Современный историк Льюис утверждает, что если в Мавераннахре и Хорасане последствия монгольского завоевания были катастрофическими, то в других регионах удар был смягчён тем, что местные власти предпочитали быстро покориться захватчикам, а также в силу того, что на засушливых по большей части землях Среднего Востока не было обширных пастбищ, что не давало кочевникам возможности задерживаться там надолго. Итак, возможно, что в одних местах разрушения были почти катастрофическими, в других — менее серьёзными. В конце XIII и в XTV веке Марко Поло и арабский историк Ибн Батута отмечали, что некоторые города так и не поднялись после разрушения их монголами, в то время как другие процветали. В Иране нашествие степных кочевников привело к сдвигу от осёдлого образа жизни к кочевому. Земледельческие поселения вытеснялись становищами кочевников-тюрков. Уже с XII века арабские географы и историки писали о том, что тюркские кочевники ставили в Иране свои чёрные шатры. Монгольское нашествие ускорило этот процесс, и в некоторых случаях сами иранцы, давно перешедшие на осёдлость, например бахтияры в горах Загроса, возвращались к кочевничеству. Примерно до 1000 года тюркские народы преобладали в значительной части Монголии. Сюнну, тукю, кыргызы, обосновавшиеся в высокогорных регионах Азии, с завистью поглядывали в сторону Китая и стран Среднего Востока. Но в XIII веке тюркские племена были оттеснены монголами, объединёнными Чингисханом, на периферию собственно Монголии. Некоторые из них ушли в Сибирь, к озеру Байкал, другие мигрировали в западном направлении. Постепенно Хорезм, Мавераннахр, иранские, иракские и даже египетские земли были затронуты миграцией тюркских этносов. После падения последнего хорезмшаха и расчленения державы Джалал ад-Дина остатки хорезмийской армии двинулись на Сирию, где в то время правила династия Айюбидов. В 1244 году хорезмийские тюрки почувствовали себя достаточно сильными, чтобы овладеть Дамаском, а в июле того же года — отнять у франков Иерусалим. Это продвижение тюркских популяций на запад повсеместно сопровождалось исламизацией. При Тимуридах, потомках Чингисхана, этот процесс привёл к тюркизации и исламизации монголов Мавераннахра и Ирана.
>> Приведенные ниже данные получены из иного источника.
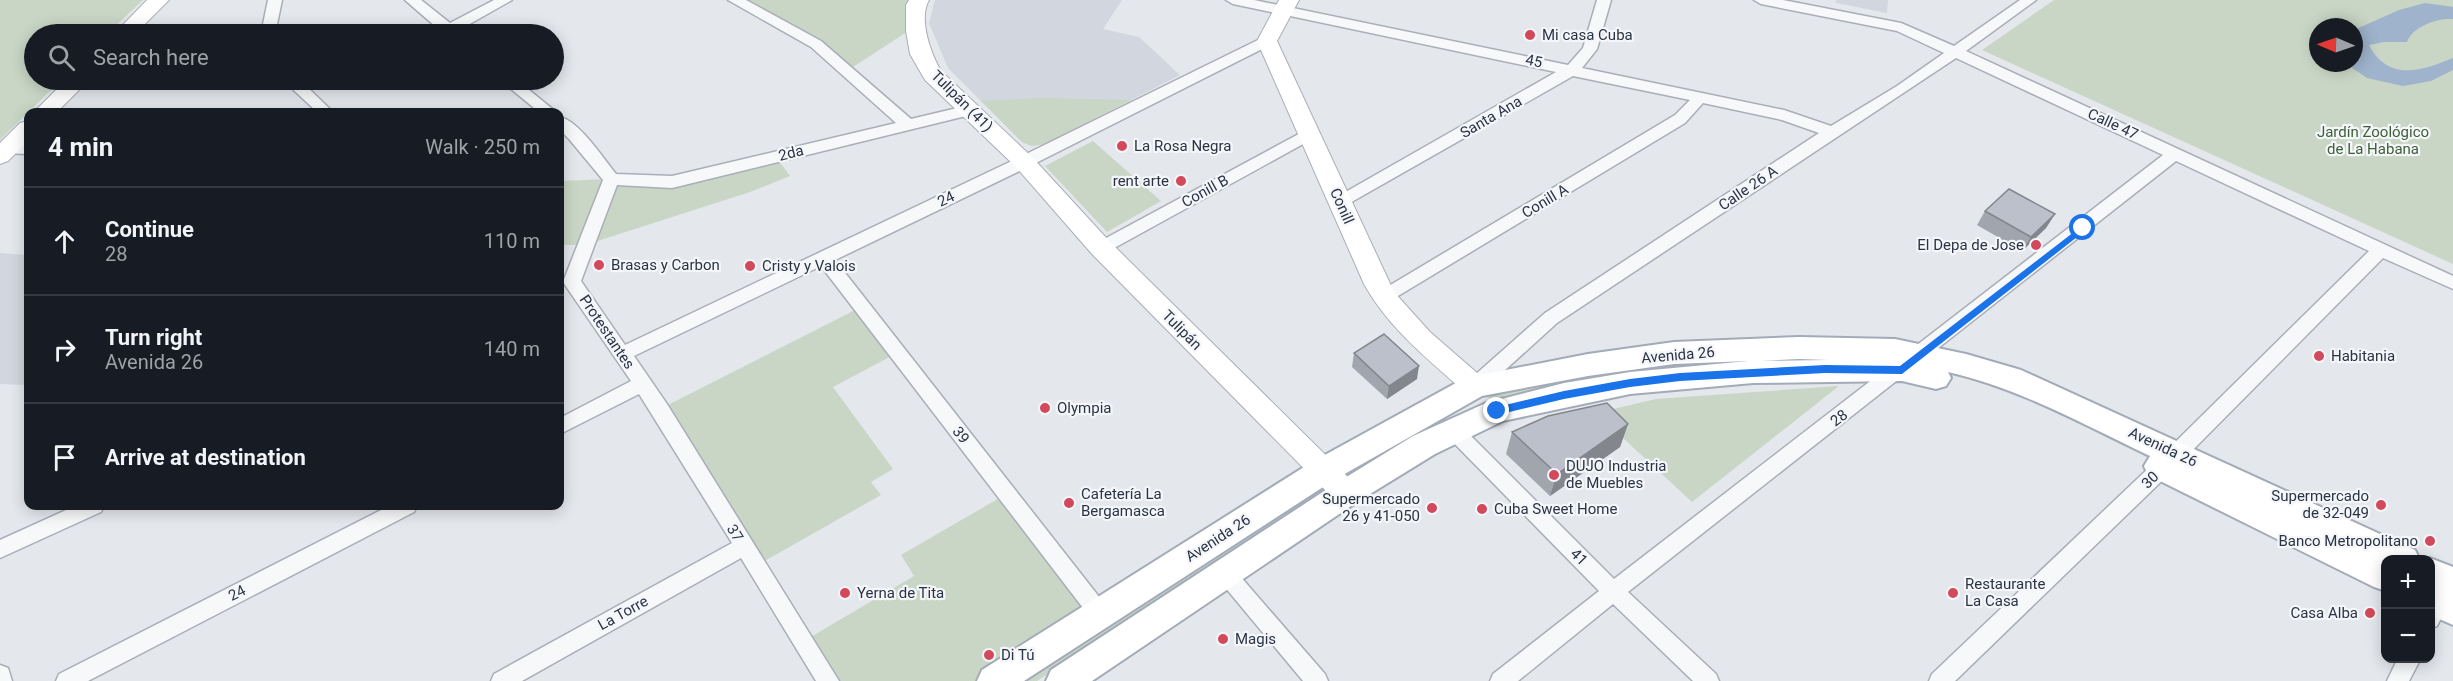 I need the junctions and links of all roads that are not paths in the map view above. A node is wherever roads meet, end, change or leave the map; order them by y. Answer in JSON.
{"nodes":[{"id":1,"x":159,"y":0,"type":"edge"},
{"id":2,"x":274,"y":0,"type":"edge"},
{"id":3,"x":412,"y":0,"type":"edge"},
{"id":4,"x":505,"y":0,"type":"edge"},
{"id":5,"x":735,"y":0,"type":"edge"},
{"id":6,"x":919,"y":0,"type":"edge"},
{"id":7,"x":1233,"y":0,"type":"edge"},
{"id":8,"x":1604,"y":0,"type":"edge"},
{"id":9,"x":1761,"y":0,"type":"edge"},
{"id":10,"x":2029,"y":0,"type":"edge"},
{"id":11,"x":1286,"y":5,"type":"edge"},
{"id":12,"x":134,"y":24,"type":"edge"},
{"id":13,"x":270,"y":24,"type":"edge"},
{"id":14,"x":441,"y":24,"type":"edge"},
{"id":15,"x":464,"y":24,"type":"edge"},
{"id":16,"x":1268,"y":40,"type":"junction"},
{"id":17,"x":1956,"y":51,"type":"junction"},
{"id":18,"x":1573,"y":69,"type":"junction"},
{"id":19,"x":68,"y":90,"type":"edge"},
{"id":20,"x":302,"y":90,"type":"edge"},
{"id":21,"x":520,"y":90,"type":"edge"},
{"id":22,"x":1700,"y":96,"type":"junction"},
{"id":23,"x":49,"y":108,"type":"edge"},
{"id":24,"x":322,"y":108,"type":"edge"},
{"id":25,"x":543,"y":108,"type":"edge"},
{"id":26,"x":970,"y":110,"type":"junction"},
{"id":27,"x":908,"y":125,"type":"junction"},
{"id":28,"x":1832,"y":133,"type":"junction"},
{"id":29,"x":24,"y":134,"type":"edge"},
{"id":30,"x":1308,"y":134,"type":"junction"},
{"id":31,"x":567,"y":135,"type":"edge"},
{"id":32,"x":12,"y":152,"type":"edge"},
{"id":33,"x":2175,"y":154,"type":"junction"},
{"id":34,"x":1024,"y":162,"type":"junction"},
{"id":35,"x":611,"y":179,"type":"junction"},
{"id":36,"x":1341,"y":202,"type":"junction"},
{"id":37,"x":1101,"y":248,"type":"junction"},
{"id":38,"x":2381,"y":249,"type":"junction"},
{"id":39,"x":823,"y":256,"type":"junction"},
{"id":40,"x":2453,"y":283,"type":"edge"},
{"id":41,"x":566,"y":285,"type":"edge"},
{"id":42,"x":1383,"y":298,"type":"junction"},
{"id":43,"x":622,"y":354,"type":"junction"},
{"id":44,"x":1912,"y":362,"type":"junction"},
{"id":45,"x":642,"y":384,"type":"junction"},
{"id":46,"x":1475,"y":386,"type":"junction"},
{"id":47,"x":564,"y":425,"type":"edge"},
{"id":48,"x":1453,"y":430,"type":"junction"},
{"id":49,"x":2170,"y":461,"type":"junction"},
{"id":50,"x":1334,"y":482,"type":"junction"},
{"id":51,"x":85,"y":510,"type":"edge"},
{"id":52,"x":399,"y":510,"type":"edge"},
{"id":53,"x":744,"y":546,"type":"junction"},
{"id":54,"x":0,"y":549,"type":"edge"},
{"id":55,"x":2392,"y":555,"type":"edge"},
{"id":56,"x":1226,"y":574,"type":"junction"},
{"id":57,"x":2381,"y":575,"type":"edge"},
{"id":58,"x":1613,"y":591,"type":"junction"},
{"id":59,"x":1100,"y":614,"type":"junction"},
{"id":60,"x":2407,"y":663,"type":"edge"},
{"id":61,"x":0,"y":675,"type":"edge"},
{"id":62,"x":2,"y":681,"type":"edge"},
{"id":63,"x":67,"y":681,"type":"edge"},
{"id":64,"x":502,"y":681,"type":"edge"},
{"id":65,"x":828,"y":681,"type":"edge"},
{"id":66,"x":994,"y":681,"type":"edge"},
{"id":67,"x":1063,"y":681,"type":"edge"},
{"id":68,"x":1317,"y":681,"type":"edge"},
{"id":69,"x":1501,"y":681,"type":"edge"},
{"id":70,"x":1708,"y":681,"type":"edge"},
{"id":71,"x":1940,"y":681,"type":"edge"},
{"id":72,"x":2398,"y":681,"type":"edge"}],
"edges":[{"from":1,"to":12,"type":"street"},
{"from":2,"to":13,"type":"street"},
{"from":3,"to":14,"type":"street"},
{"from":4,"to":15,"type":"street"},
{"from":5,"to":27,"type":"street"},
{"from":6,"to":26,"type":"street","name":"Tulipán (41)"},
{"from":7,"to":11,"type":"street","name":"45"},
{"from":8,"to":18,"type":"street","name":"Santa Ana"},
{"from":9,"to":17,"type":"street","name":"Calle 47"},
{"from":10,"to":17,"type":"street","name":"Calle 26 A"},
{"from":11,"to":16,"type":"street"},
{"from":11,"to":18,"type":"street","name":"45"},
{"from":16,"to":30,"type":"street","name":"Conill"},
{"from":16,"to":34,"type":"street","name":"24"},
{"from":17,"to":28,"type":"street","name":"Calle 26 A"},
{"from":17,"to":33,"type":"street","name":"Calle 47"},
{"from":18,"to":22,"type":"street","name":"45"},
{"from":18,"to":36,"type":"street","name":"Santa Ana"},
{"from":19,"to":23,"type":"street"},
{"from":20,"to":24,"type":"street"},
{"from":21,"to":25,"type":"street"},
{"from":22,"to":28,"type":"street","name":"45"},
{"from":22,"to":42,"type":"street","name":"Conill A"},
{"from":26,"to":27,"type":"street","name":"2da"},
{"from":26,"to":34,"type":"street","name":"Tulipán (41)"},
{"from":27,"to":35,"type":"street","name":"2da"},
{"from":28,"to":46,"type":"street","name":"Calle 26 A"},
{"from":29,"to":32,"type":"street"},
{"from":30,"to":36,"type":"street","name":"Conill"},
{"from":30,"to":37,"type":"street","name":"Conill B"},
{"from":31,"to":35,"type":"street"},
{"from":33,"to":38,"type":"street","name":"Calle 47"},
{"from":33,"to":44,"type":"street","name":"28"},
{"from":34,"to":37,"type":"street","name":"Tulipán"},
{"from":34,"to":39,"type":"street","name":"24"},
{"from":35,"to":41,"type":"street","name":"Protestantes"},
{"from":36,"to":42,"type":"street","name":"Conill"},
{"from":37,"to":50,"type":"street","name":"Tulipán"},
{"from":38,"to":40,"type":"street","name":"Calle 47"},
{"from":38,"to":49,"type":"street","name":"30"},
{"from":39,"to":43,"type":"street","name":"24"},
{"from":39,"to":59,"type":"street","name":"39"},
{"from":41,"to":43,"type":"street","name":"Protestantes"},
{"from":42,"to":46,"type":"street","name":"Conill"},
{"from":43,"to":45,"type":"street","name":"Protestantes"},
{"from":44,"to":46,"type":"main road","name":"Avenida 26"},
{"from":44,"to":48,"type":"main road","name":"Avenida 26"},
{"from":44,"to":49,"type":"main road","name":"Avenida 26"},
{"from":44,"to":58,"type":"street","name":"28"},
{"from":45,"to":47,"type":"street"},
{"from":45,"to":53,"type":"street","name":"37"},
{"from":46,"to":48,"type":"main road"},
{"from":46,"to":50,"type":"main road","name":"Avenida 26"},
{"from":48,"to":50,"type":"main road","name":"Avenida 26"},
{"from":48,"to":58,"type":"street","name":"41"},
{"from":49,"to":55,"type":"main road","name":"Avenida 26"},
{"from":49,"to":57,"type":"main road","name":"Avenida 26"},
{"from":49,"to":71,"type":"street","name":"30"},
{"from":50,"to":56,"type":"main road","name":"Avenida 26"},
{"from":50,"to":59,"type":"main road","name":"Avenida 26"},
{"from":51,"to":54,"type":"street"},
{"from":52,"to":63,"type":"street","name":"24"},
{"from":53,"to":64,"type":"street","name":"La Torre"},
{"from":53,"to":65,"type":"street","name":"37"},
{"from":56,"to":67,"type":"main road","name":"Avenida 26"},
{"from":56,"to":68,"type":"street"},
{"from":58,"to":69,"type":"street","name":"28"},
{"from":58,"to":70,"type":"street","name":"41"},
{"from":59,"to":66,"type":"main road","name":"Avenida 26"},
{"from":60,"to":72,"type":"street"},
{"from":61,"to":62,"type":"street"}]} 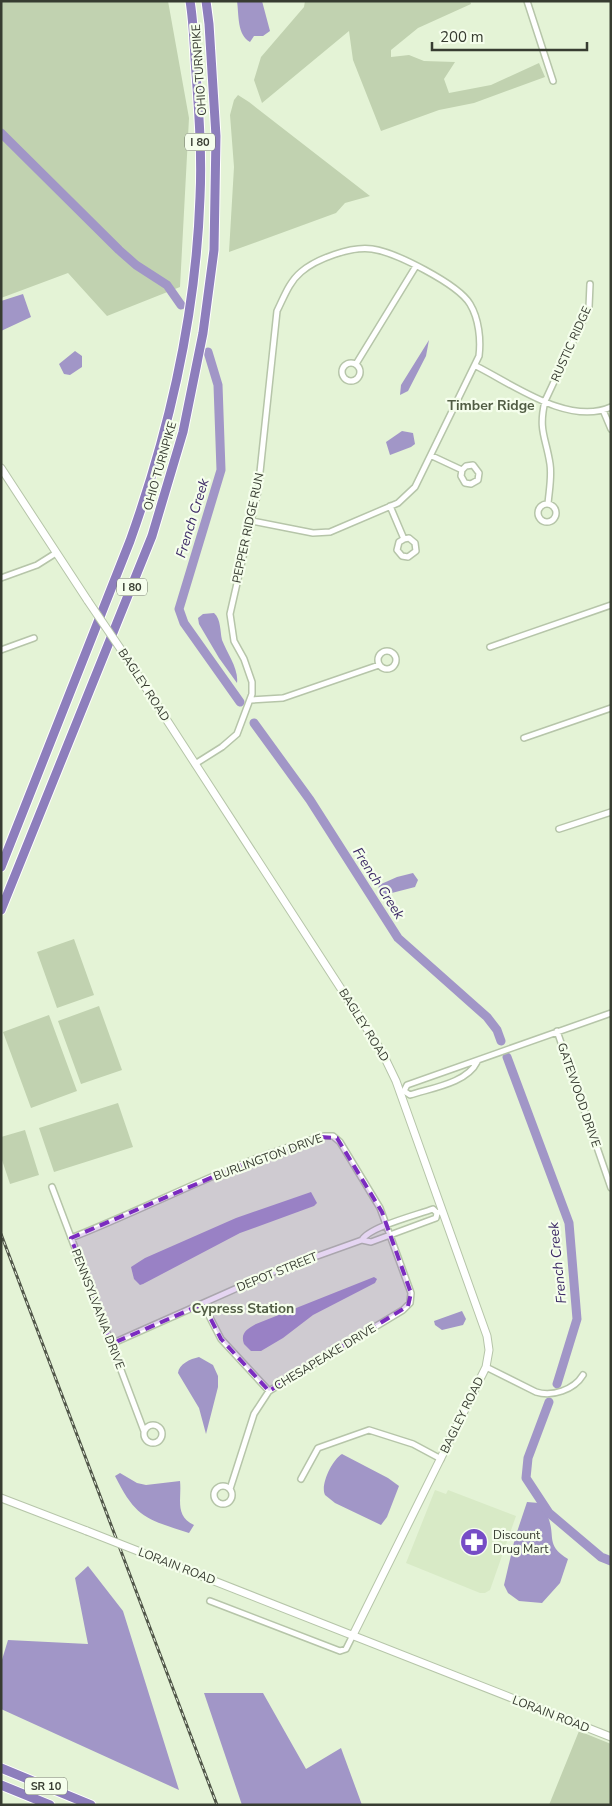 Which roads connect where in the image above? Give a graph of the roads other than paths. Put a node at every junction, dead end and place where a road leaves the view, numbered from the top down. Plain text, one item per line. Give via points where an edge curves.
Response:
1 (190, 1) edge
2 (206, 1) edge
3 (527, 1) edge
4 (553, 81) dead end
5 (416, 266) junction
6 (590, 284) dead end
7 (356, 364) dead end
8 (476, 366) junction
9 (545, 401) junction
10 (611, 407) edge
11 (603, 410) junction
12 (611, 429) edge
13 (432, 456) junction
14 (1, 468) edge
15 (462, 470) dead end
16 (548, 504) dead end
17 (390, 506) junction
18 (252, 520) junction
19 (404, 539) dead end
20 (56, 553) junction
21 (1, 578) edge
22 (611, 605) edge
23 (34, 638) dead end
24 (490, 647) dead end
25 (1, 650) edge
26 (379, 665) dead end
27 (250, 700) junction
28 (611, 708) edge
29 (524, 738) dead end
30 (196, 764) junction
31 (611, 812) edge
32 (559, 829) dead end
33 (1, 867) edge
34 (1, 910) edge
35 (611, 1013) edge
36 (557, 1031) junction
37 (477, 1062) junction
38 (402, 1092) junction
39 (52, 1187) dead end
40 (611, 1188) edge
41 (439, 1212) junction
42 (387, 1226) junction
43 (390, 1235) junction
44 (71, 1238) junction
45 (362, 1240) junction
46 (203, 1304) junction
47 (111, 1344) junction
48 (486, 1367) junction
49 (583, 1375) dead end
50 (269, 1391) junction
51 (144, 1431) dead end
52 (441, 1459) junction
53 (301, 1479) dead end
54 (230, 1489) dead end
55 (1, 1498) edge
56 (210, 1601) dead end
57 (353, 1635) junction
58 (611, 1737) edge
59 (1, 1768) edge
60 (1, 1785) edge
61 (50, 1805) edge
62 (91, 1805) edge

1 - 33 highway, OHIO TURNPIKE / I 80 via 200,121 200,198 192,283 168,417 130,541
2 - 34 highway, OHIO TURNPIKE / I 80 via 216,136 214,250 203,333 183,432 148,545
3 - 4 street
5 - 7 street
5 - 8 street via 450,284 470,304 480,335
5 - 18 street, PEPPER RIDGE RUN via 372,249 338,252 302,271 290,284 277,311 258,491
6 - 9 street, RUSTIC RIDGE via 589,307
8 - 9 street
8 - 13 street
9 - 11 street via 579,413
9 - 16 street, RUSTIC RIDGE via 540,423 550,464
10 - 11 street
11 - 12 street
13 - 15 street
13 - 17 street via 415,487
14 - 20 street, BAGLEY ROAD
17 - 18 street via 323,532 313,533
17 - 19 street
18 - 27 street, PEPPER RIDGE RUN via 230,614 234,641 252,682
20 - 21 street via 37,565
20 - 30 street, BAGLEY ROAD, bridge
22 - 24 street
23 - 25 street
26 - 27 street via 282,698
27 - 30 street, PEPPER RIDGE RUN via 237,734
28 - 29 street
30 - 38 street, BAGLEY ROAD via 376,1043
31 - 32 street
35 - 36 street
36 - 37 street via 503,1049
36 - 40 street, GATEWOOD DRIVE
37 - 38 street via 407,1085
37 - 38 street via 472,1072 461,1078 410,1095
38 - 41 street, BAGLEY ROAD
39 - 44 street, PENNSYLVANIA DRIVE
41 - 42 street, DEPOT STREET via 433,1209
41 - 43 street, DEPOT STREET via 436,1218
41 - 48 street, BAGLEY ROAD via 487,1336
42 - 43 street, BURLINGTON DRIVE
42 - 44 street, BURLINGTON DRIVE via 378,1204 340,1142 330,1136 237,1166
42 - 45 street, DEPOT STREET via 369,1232
43 - 45 street, DEPOT STREET via 371,1242
43 - 50 street, CHESAPEAKE DRIVE via 411,1293 408,1306
44 - 47 street, PENNSYLVANIA DRIVE
45 - 46 street, DEPOT STREET via 278,1270
46 - 47 street, DEPOT STREET
46 - 50 street via 218,1335
47 - 51 street, PENNSYLVANIA DRIVE
48 - 49 street via 544,1394 574,1386
48 - 52 street, BAGLEY ROAD
50 - 54 street, CHESAPEAKE DRIVE via 254,1414
52 - 53 street via 413,1444 366,1430 318,1448
52 - 57 street, BAGLEY ROAD
55 - 57 street, LORAIN ROAD, bridge
56 - 57 street, LORAIN ROAD via 340,1651 346,1649
57 - 58 street, LORAIN ROAD
59 - 62 highway, SR 10
60 - 61 highway, SR 10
Наконец, отметим первые признаки прагматизма у кочевников-завоевателей. Они не замедлили извлечь для себя выгоду, используя людей и административную структуру завоёванных стран. Проводя молниеносные военные кампании, монголы поначалу явно не стремились к планомерной и длительной оккупации территорий. Их армия нашествия, предназначенная для скоротечных наступательных ударов, была недостаточно многочисленна, чтобы её можно было разделить на гарнизоны, разбросанные по огромной территории. Однако уже при Чингисхане захватчики-степняки вербовали среди местных военных и гражданских людей, готовых с ними сотрудничать. Первые зачислялись либо по собственной воле, либо по принуждению в монгольские войска в качестве наёмников. Вторые под нажимом или из оппортунистических соображений шли служить врагу секретарями канцелярии, писарями или толмачами. В своё время кидани, побеждённые чжурчжэнями, охотно предлагали победителям свои услуги. Персидский историк Джувейни упоминает одного киданя, который при монголах стал баскаком (губернатором провинции) в далёкой Бухаре.